*** DATASET RECORDS ***
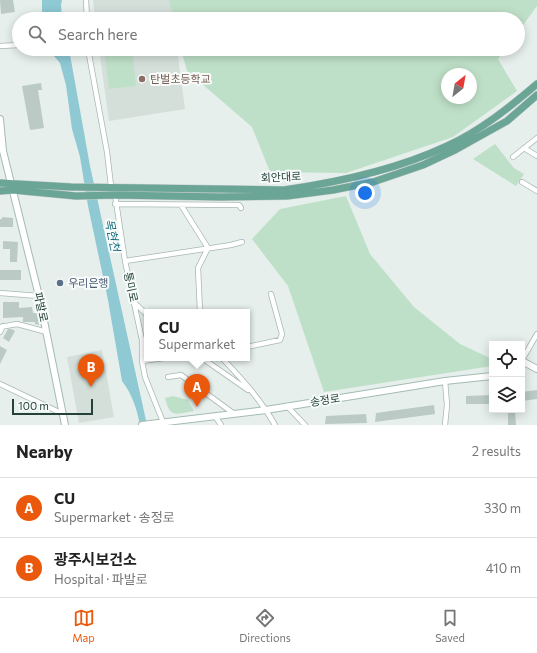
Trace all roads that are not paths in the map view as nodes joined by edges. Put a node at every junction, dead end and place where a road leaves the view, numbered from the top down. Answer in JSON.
{"nodes":[{"id":1,"x":86,"y":0,"type":"edge"},
{"id":2,"x":86,"y":12,"type":"edge"},
{"id":3,"x":12,"y":45,"type":"edge"},
{"id":4,"x":0,"y":46,"type":"edge"},
{"id":5,"x":89,"y":56,"type":"edge"},
{"id":6,"x":537,"y":84,"type":"edge"},
{"id":7,"x":537,"y":95,"type":"edge"},
{"id":8,"x":0,"y":119,"type":"edge"},
{"id":9,"x":537,"y":138,"type":"edge"},
{"id":10,"x":524,"y":148,"type":"junction"},
{"id":11,"x":537,"y":156,"type":"edge"},
{"id":12,"x":513,"y":157,"type":"dead end"},
{"id":13,"x":522,"y":182,"type":"dead end"},
{"id":14,"x":0,"y":183,"type":"edge"},
{"id":15,"x":10,"y":183,"type":"junction"},
{"id":16,"x":112,"y":186,"type":"junction"},
{"id":17,"x":13,"y":190,"type":"junction"},
{"id":18,"x":0,"y":191,"type":"edge"},
{"id":19,"x":537,"y":191,"type":"edge"},
{"id":20,"x":115,"y":195,"type":"junction"},
{"id":21,"x":116,"y":204,"type":"junction"},
{"id":22,"x":182,"y":205,"type":"junction"},
{"id":23,"x":241,"y":208,"type":"dead end"},
{"id":24,"x":242,"y":242,"type":"dead end"},
{"id":25,"x":208,"y":248,"type":"junction"},
{"id":26,"x":125,"y":261,"type":"junction"},
{"id":27,"x":0,"y":293,"type":"edge"},
{"id":28,"x":271,"y":294,"type":"dead end"},
{"id":29,"x":39,"y":296,"type":"junction"},
{"id":30,"x":134,"y":302,"type":"junction"},
{"id":31,"x":200,"y":309,"type":"edge"},
{"id":32,"x":144,"y":312,"type":"edge"},
{"id":33,"x":1,"y":326,"type":"edge"},
{"id":34,"x":0,"y":332,"type":"edge"},
{"id":35,"x":47,"y":332,"type":"junction"},
{"id":36,"x":537,"y":334,"type":"edge"},
{"id":37,"x":250,"y":346,"type":"edge"},
{"id":38,"x":525,"y":355,"type":"edge"},
{"id":39,"x":142,"y":361,"type":"joint"},
{"id":40,"x":206,"y":361,"type":"edge"},
{"id":41,"x":225,"y":361,"type":"edge"},
{"id":42,"x":525,"y":362,"type":"edge"},
{"id":43,"x":537,"y":369,"type":"edge"},
{"id":44,"x":489,"y":376,"type":"edge"},
{"id":45,"x":168,"y":377,"type":"dead end"},
{"id":46,"x":445,"y":381,"type":"junction"},
{"id":47,"x":0,"y":384,"type":"edge"},
{"id":48,"x":254,"y":394,"type":"junction"},
{"id":49,"x":287,"y":406,"type":"junction"},
{"id":50,"x":266,"y":410,"type":"junction"},
{"id":51,"x":63,"y":414,"type":"junction"},
{"id":52,"x":233,"y":414,"type":"junction"},
{"id":53,"x":215,"y":416,"type":"junction"},
{"id":54,"x":163,"y":424,"type":"edge"},
{"id":55,"x":64,"y":425,"type":"edge"},
{"id":56,"x":142,"y":425,"type":"edge"},
{"id":57,"x":221,"y":425,"type":"edge"},
{"id":58,"x":275,"y":425,"type":"edge"},
{"id":59,"x":305,"y":425,"type":"edge"},
{"id":60,"x":445,"y":425,"type":"edge"}],
"edges":[{"from":1,"to":2,"type":"street"},
{"from":3,"to":4,"type":"street"},
{"from":5,"to":16,"type":"street"},
{"from":6,"to":16,"type":"main road","name":"회안대로"},
{"from":7,"to":20,"type":"main road","name":"회안대로"},
{"from":8,"to":15,"type":"street","name":"파발로"},
{"from":9,"to":10,"type":"street"},
{"from":10,"to":11,"type":"street"},
{"from":10,"to":12,"type":"street"},
{"from":13,"to":19,"type":"street"},
{"from":14,"to":15,"type":"main road","name":"회안대로"},
{"from":15,"to":16,"type":"main road","name":"회안대로"},
{"from":15,"to":17,"type":"street","name":"파발로"},
{"from":17,"to":18,"type":"main road"},
{"from":17,"to":20,"type":"main road","name":"회안대로"},
{"from":17,"to":29,"type":"street","name":"파발로"},
{"from":20,"to":21,"type":"street","name":"통미로"},
{"from":21,"to":22,"type":"street"},
{"from":21,"to":26,"type":"street","name":"통미로"},
{"from":22,"to":23,"type":"street"},
{"from":22,"to":25,"type":"street"},
{"from":24,"to":25,"type":"street"},
{"from":25,"to":26,"type":"street"},
{"from":25,"to":31,"type":"street"},
{"from":26,"to":30,"type":"street","name":"통미로"},
{"from":27,"to":29,"type":"street"},
{"from":28,"to":37,"type":"street"},
{"from":29,"to":35,"type":"street","name":"파발로"},
{"from":30,"to":32,"type":"street"},
{"from":30,"to":39,"type":"street","name":"통미로"},
{"from":33,"to":34,"type":"street"},
{"from":33,"to":35,"type":"street"},
{"from":35,"to":51,"type":"street","name":"파발로"},
{"from":36,"to":38,"type":"street"},
{"from":39,"to":54,"type":"street","name":"통미로"},
{"from":40,"to":48,"type":"street"},
{"from":41,"to":48,"type":"street"},
{"from":42,"to":43,"type":"street"},
{"from":44,"to":46,"type":"street","name":"송정로"},
{"from":45,"to":52,"type":"street"},
{"from":46,"to":49,"type":"street","name":"송정로"},
{"from":46,"to":60,"type":"street"},
{"from":47,"to":51,"type":"street"},
{"from":48,"to":50,"type":"street"},
{"from":49,"to":50,"type":"street","name":"송정로"},
{"from":49,"to":59,"type":"street"},
{"from":50,"to":52,"type":"street","name":"송정로"},
{"from":50,"to":58,"type":"street"},
{"from":51,"to":55,"type":"street","name":"파발로"},
{"from":52,"to":53,"type":"street","name":"송정로"},
{"from":53,"to":54,"type":"street","name":"송정로"},
{"from":53,"to":57,"type":"street"},
{"from":54,"to":56,"type":"street","name":"송정로"}]}
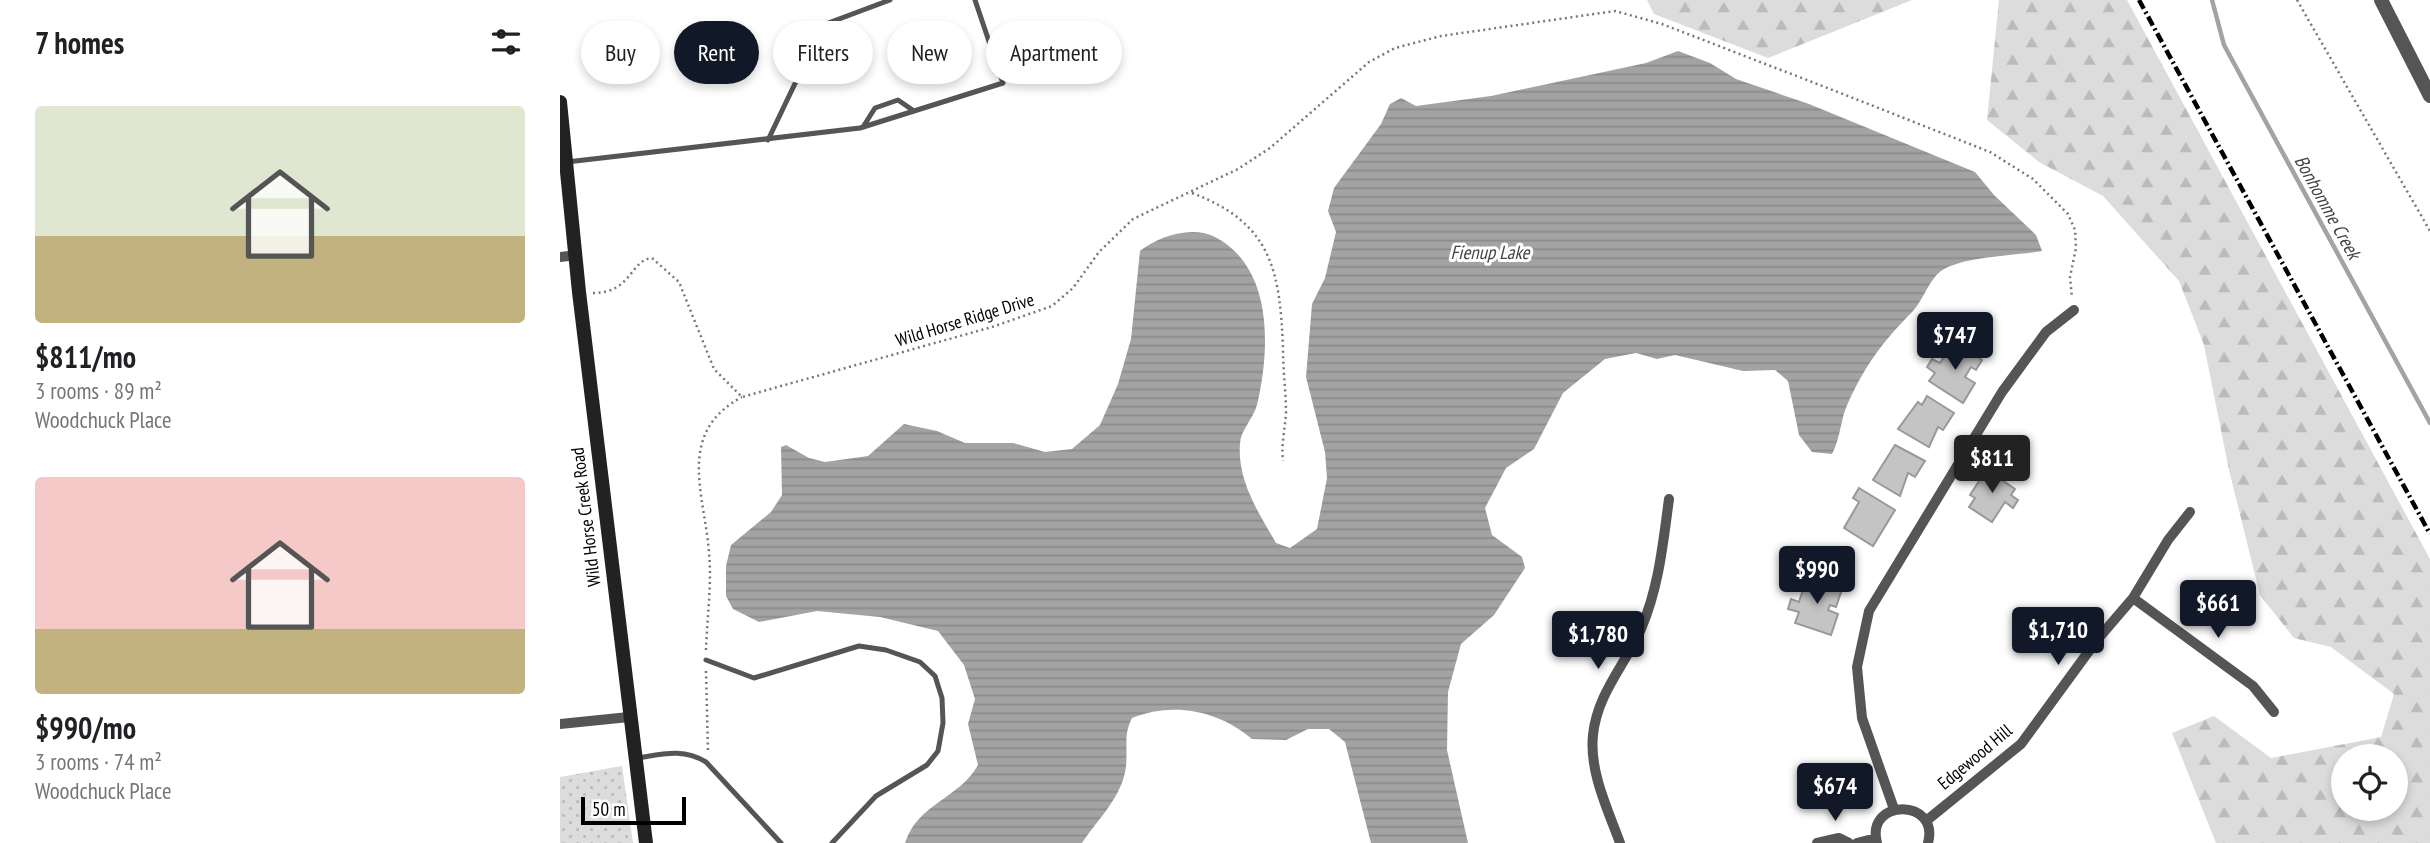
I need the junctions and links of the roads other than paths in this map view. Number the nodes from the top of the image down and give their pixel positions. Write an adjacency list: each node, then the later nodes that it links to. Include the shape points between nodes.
1 (890, 0): 8 (lane, via 823,24)
2 (975, 0): 6 (lane, via 1003,83)
3 (2381, 0): 4 (street)
4 (2430, 96)
5 (560, 103): 9 (main road, Wild Horse Creek Road)
6 (914, 111): 7 (lane); 7 (lane, via 898,100 875,108)
7 (863, 127): 8 (lane)
8 (768, 140): 9 (lane)
9 (565, 162): 10 (main road, Wild Horse Creek Road)
10 (577, 254): 11 (street); 18 (main road, Wild Horse Creek Road)
11 (560, 257)
12 (2074, 310): 21 (street, via 2046,332 2002,392 1869,611 1857,667 1862,718)
13 (1668, 499): 27 (street, via 1658,577 1640,629 1604,692 1593,735 1595,769)
14 (2190, 512): 15 (street, Edgewood Hill)
15 (2133, 598): 17 (street, via 2253,686); 22 (street, Edgewood Hill, via 2021,744)
16 (706, 660): 26 (lane, via 754,678 859,646 920,662 935,676 943,723 938,751 927,765 876,796)
17 (2274, 712)
18 (629, 717): 19 (street); 20 (main road, Wild Horse Creek Road)
19 (560, 724)
20 (635, 759): 24 (main road, Wild Horse Creek Road); 25 (lane, via 683,752 706,762)
21 (1894, 809): 22 (street, via 1912,809); 23 (street, via 1880,820)
22 (1926, 821): 31 (street)
23 (1877, 840): 30 (street)
24 (646, 843)
25 (781, 843)
26 (832, 843)
27 (1620, 843)
28 (1817, 843): 29 (street, via 1839,838)
29 (1849, 843)
30 (1857, 843)
31 (1927, 843)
*** End of DATASET RECORDS ***
▶ [REQUIRED ACTION]:
Nothing but the lines with "lane" should be returned, copied from the entries above.

▶ [YOUR SOLUTION]:
1 (890, 0): 8 (lane, via 823,24)
2 (975, 0): 6 (lane, via 1003,83)
6 (914, 111): 7 (lane); 7 (lane, via 898,100 875,108)
7 (863, 127): 8 (lane)
8 (768, 140): 9 (lane)
16 (706, 660): 26 (lane, via 754,678 859,646 920,662 935,676 943,723 938,751 927,765 876,796)
20 (635, 759): 24 (main road, Wild Horse Creek Road); 25 (lane, via 683,752 706,762)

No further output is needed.